Sadly, the garbage-in-garbage-out principle is true for robotics and AI, too. Train it to do something good and it will. Train it to do something bad and it will. No questions asked. Anticipating such misuse, the industry is getting together to regulate the space and implement best practices. One example is Partnership on Artificial Intelligence to Benefit People and Society, comprising companies like Google’s DeepMind division, Amazon, Facebook, IBM and Microsoft. The website speaks of best practices, open engagement and ethics, trustworthiness, reliability, robustness and other relevant issues.The European Parliament, too, put forward a draft report urging the creation and adoption of EU-wide rules to manage the issues arising from the widespread use of robots and AI. The draft helps us understand the need to standardise and regulate the constantly mushrooming variety of robots, ranging from industrial robots, care robots, medical robots, entertainment robots and drones to farming robots.
The report explores the issues of liability, accountability and safety, and raises issues that make us pinch ourselves and understand that yes, we are really co-existing with robots.

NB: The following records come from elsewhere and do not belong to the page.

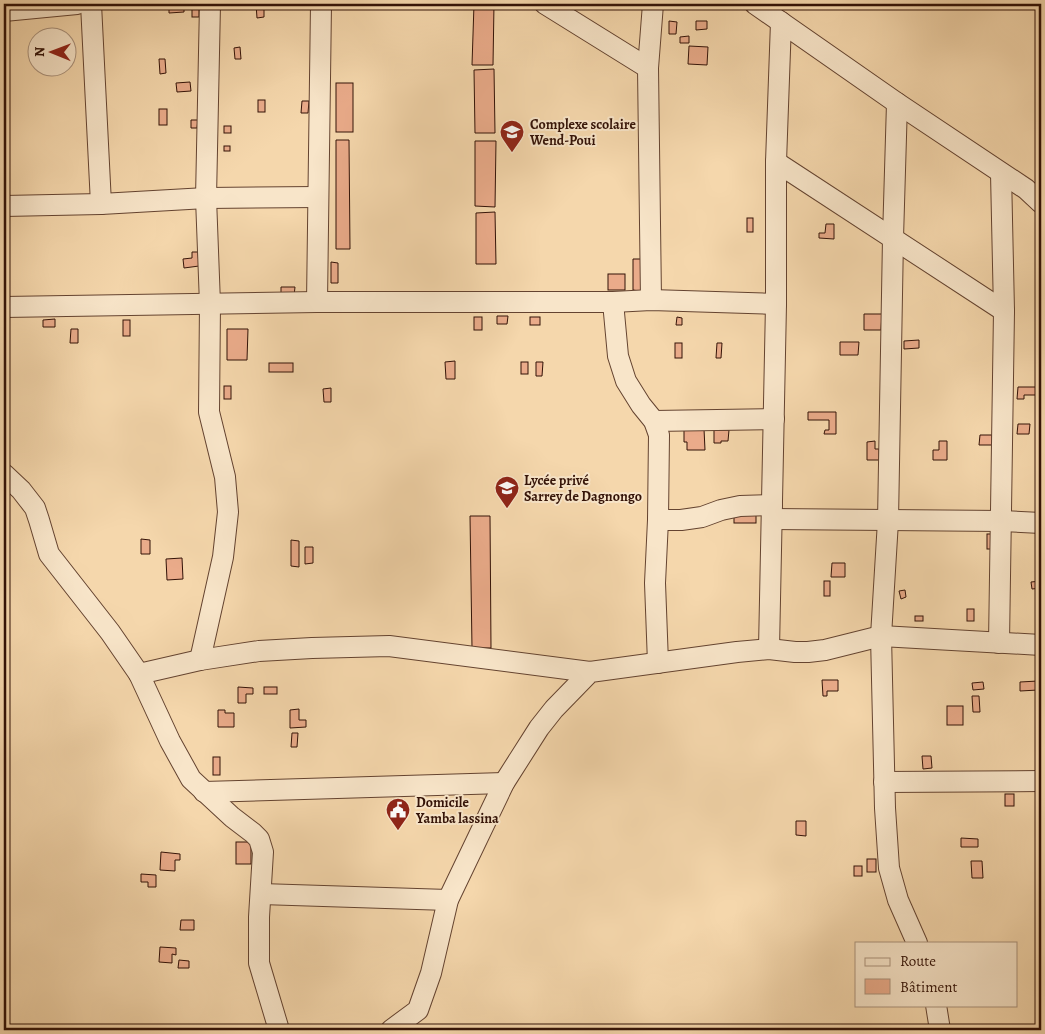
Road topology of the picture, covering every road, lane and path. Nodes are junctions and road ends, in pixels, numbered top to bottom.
1 (77, 4) edge
2 (91, 4) edge
3 (210, 4) edge
4 (321, 4) edge
5 (545, 4) edge
6 (653, 4) edge
7 (755, 4) edge
8 (4, 11) edge
9 (781, 22) junction
10 (648, 68) junction
11 (897, 102) junction
12 (776, 162) junction
13 (1001, 172) junction
14 (318, 197) junction
15 (206, 198) junction
16 (1041, 202) edge
17 (101, 204) junction
18 (4, 206) edge
19 (893, 238) junction
20 (651, 300) junction
21 (317, 302) junction
22 (614, 302) junction
23 (210, 304) junction
24 (776, 304) junction
25 (4, 307) edge
26 (1004, 311) junction
27 (774, 419) junction
28 (654, 420) junction
29 (4, 474) edge
30 (772, 512) junction
31 (658, 520) junction
32 (888, 521) junction
33 (1002, 521) junction
34 (1041, 523) edge
35 (881, 636) junction
36 (999, 642) junction
37 (1041, 645) edge
38 (769, 649) junction
39 (200, 660) junction
40 (658, 663) junction
41 (590, 672) junction
42 (139, 674) junction
43 (1041, 781) edge
44 (884, 782) junction
45 (504, 783) junction
46 (204, 792) junction
47 (261, 894) junction
48 (448, 900) junction
49 (917, 942) edge
50 (936, 1006) edge
51 (418, 1010) junction
52 (279, 1030) edge
53 (391, 1030) edge
54 (414, 1030) edge
55 (940, 1030) edge

1 - 8 street
2 - 17 street
3 - 15 street
4 - 14 street
5 - 10 street
6 - 10 street
7 - 9 street
9 - 11 street
9 - 12 street
10 - 20 street
11 - 13 street
11 - 19 street
12 - 19 street
12 - 24 street
13 - 16 street
13 - 26 street
14 - 15 street
14 - 21 street
15 - 17 street
15 - 23 street
17 - 18 street
19 - 26 street
19 - 32 street
20 - 22 street
20 - 24 street
21 - 22 street
21 - 23 street
22 - 28 street
23 - 25 street
23 - 39 street
24 - 27 street
26 - 33 street
27 - 28 street
27 - 30 street
28 - 31 street
29 - 42 street
30 - 31 street
30 - 32 street
30 - 38 street
31 - 40 street
32 - 33 street
32 - 35 street
33 - 34 street
33 - 36 street
35 - 36 street
35 - 38 street
35 - 44 street
36 - 37 street
38 - 40 street
39 - 41 street
39 - 42 street
40 - 41 street
41 - 45 street
42 - 46 street
43 - 44 street
44 - 49 street
45 - 46 street
45 - 48 street
46 - 47 street
47 - 48 street
47 - 52 street
48 - 51 street
50 - 55 street
51 - 53 street
51 - 54 street

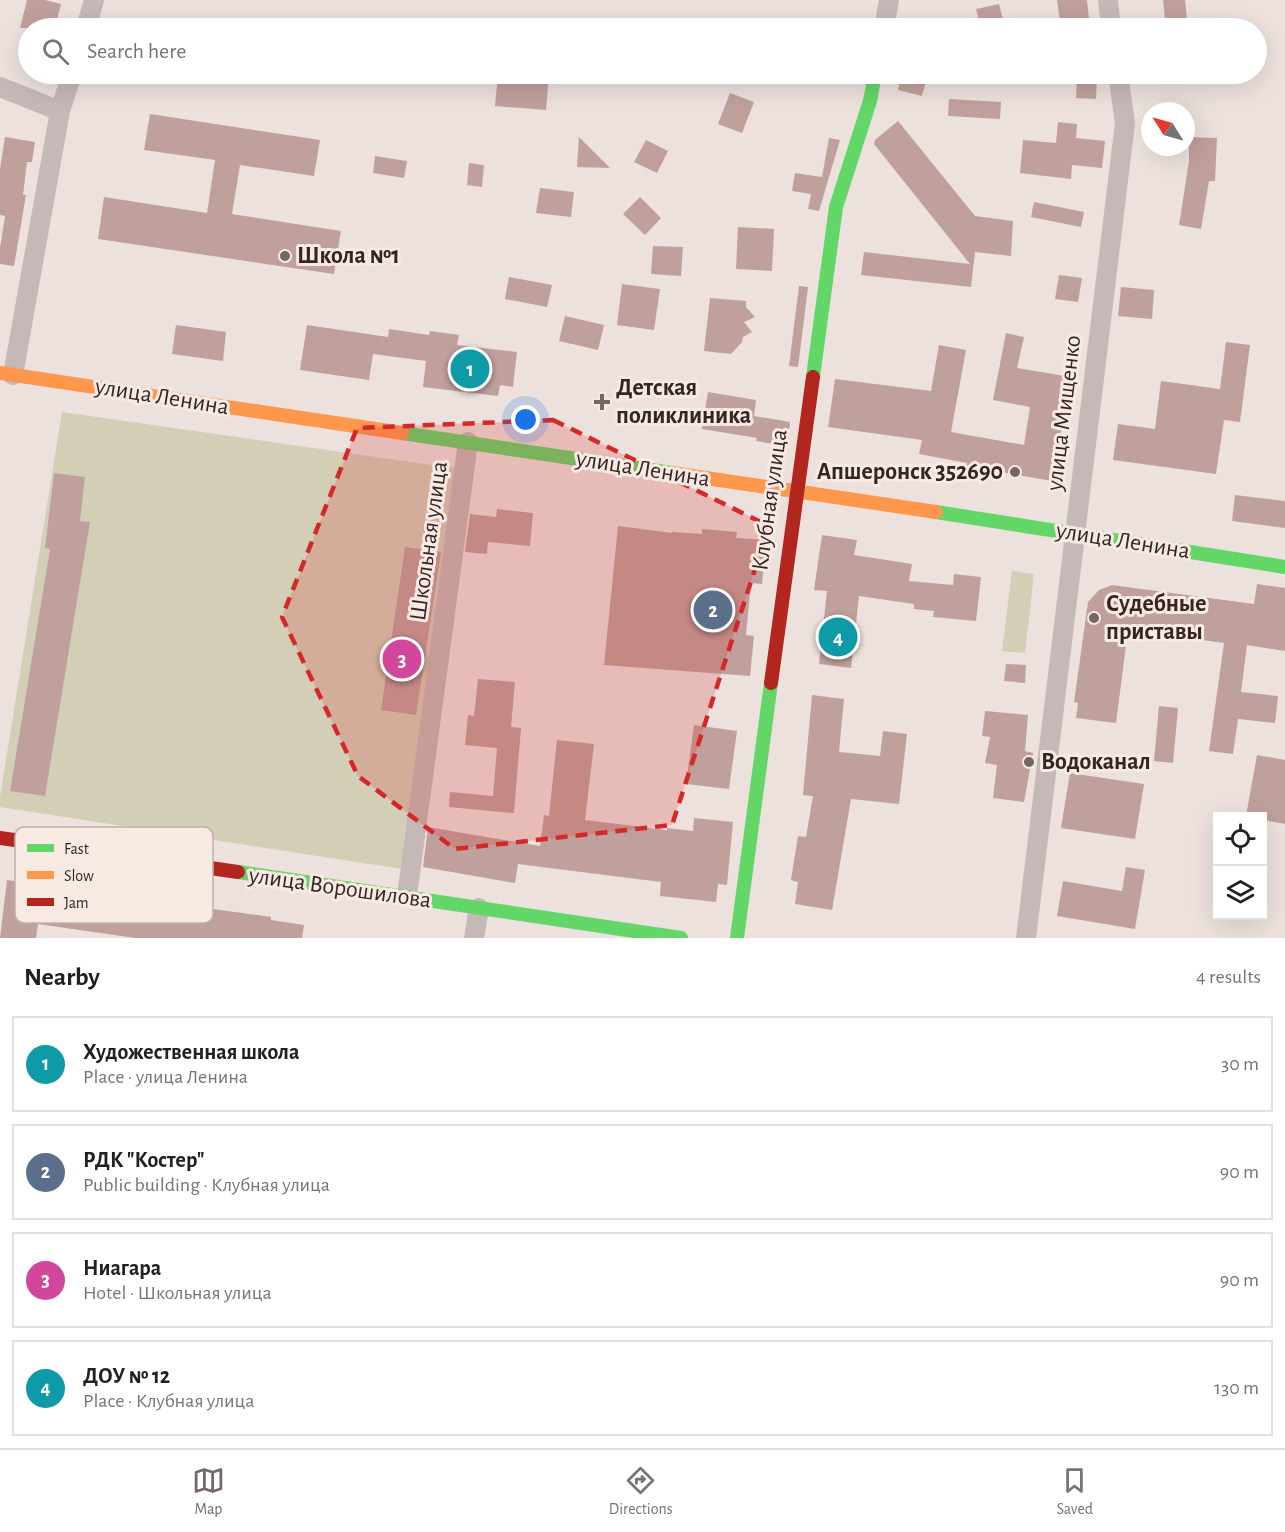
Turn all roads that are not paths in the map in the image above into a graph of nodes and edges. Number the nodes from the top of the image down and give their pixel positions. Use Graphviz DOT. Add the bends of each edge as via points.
graph roads {
  1 [pos="94,0"];
  2 [pos="889,0"];
  3 [pos="1108,0"];
  4 [pos="89,18"];
  5 [pos="886,18"];
  6 [pos="1111,18"];
  7 [pos="69,84"];
  8 [pos="873,84"];
  9 [pos="1119,84"];
  10 [pos="0,87"];
  11 [pos="60,111"];
  12 [pos="7,374"];
  13 [pos="468,442"];
  14 [pos="797,492"];
  15 [pos="1075,533"];
  16 [pos="1285,567"];
  17 [pos="0,838"];
  18 [pos="15,840"];
  19 [pos="213,868"];
  20 [pos="407,896"];
  21 [pos="479,908"];
  22 [pos="474,938"];
  23 [pos="681,938"];
  24 [pos="737,938"];
  25 [pos="1026,938"];
  1 -- 4 [label="street"];
  2 -- 5 [label="street"];
  3 -- 6 [label="street"];
  7 -- 11 [label="street"];
  8 -- 14 [label="main road, Клубная улица" via="836,207"];
  9 -- 15 [label="street, улица Мищенко" via="1125,123"];
  10 -- 11 [label="street"];
  11 -- 12 [label="street"];
  12 -- 13 [label="main road, улица Ленина"];
  13 -- 14 [label="main road, улица Ленина"];
  13 -- 20 [label="street, Школьная улица"];
  14 -- 15 [label="main road, улица Ленина"];
  14 -- 24 [label="main road, Клубная улица"];
  15 -- 16 [label="main road, улица Ленина"];
  15 -- 25 [label="street, улица Мищенко"];
  17 -- 18 [label="main road, улица Ворошилова"];
  19 -- 20 [label="main road, улица Ворошилова"];
  20 -- 21 [label="main road, улица Ворошилова"];
  21 -- 22 [label="street"];
  21 -- 23 [label="main road, улица Ворошилова"];
}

For example, who will pay when a robot or a self-driving car meets with an accident, when robots will need to be designated as electronic persons, how to ensure they are good ones and so on. The report asserts the need to create a European agency for robotics and AI to support the regulation and legislation efforts, the need to define and classify robots and smart robots, create a robot registration system, improve interoperability and so on.
However, it is the portion about robots being called electronic persons that has raised a lot of eyebrows and caused a lot of buzz among experts. Once personhood is associated with something, issues like ownership, insurance and rights come into play, making the relationship much more complex.
Comfortingly, one of the experts had commented that since we build robots, these are like machine slaves, and we can choose not to build robots that would mind being owned. In the words of Joanna Bryson, a working member of IEEE Ethically Aligned Design project, “We are not obliged to build robots that we end up feeling obliged to.”
When equipped with self-learning capabilities, what if they learn to rebel? Remember how K-2SO swapped sides in Star Wars movie Rogue One? Is there such a thing as trusted autonomy? Well, another day, another discussion!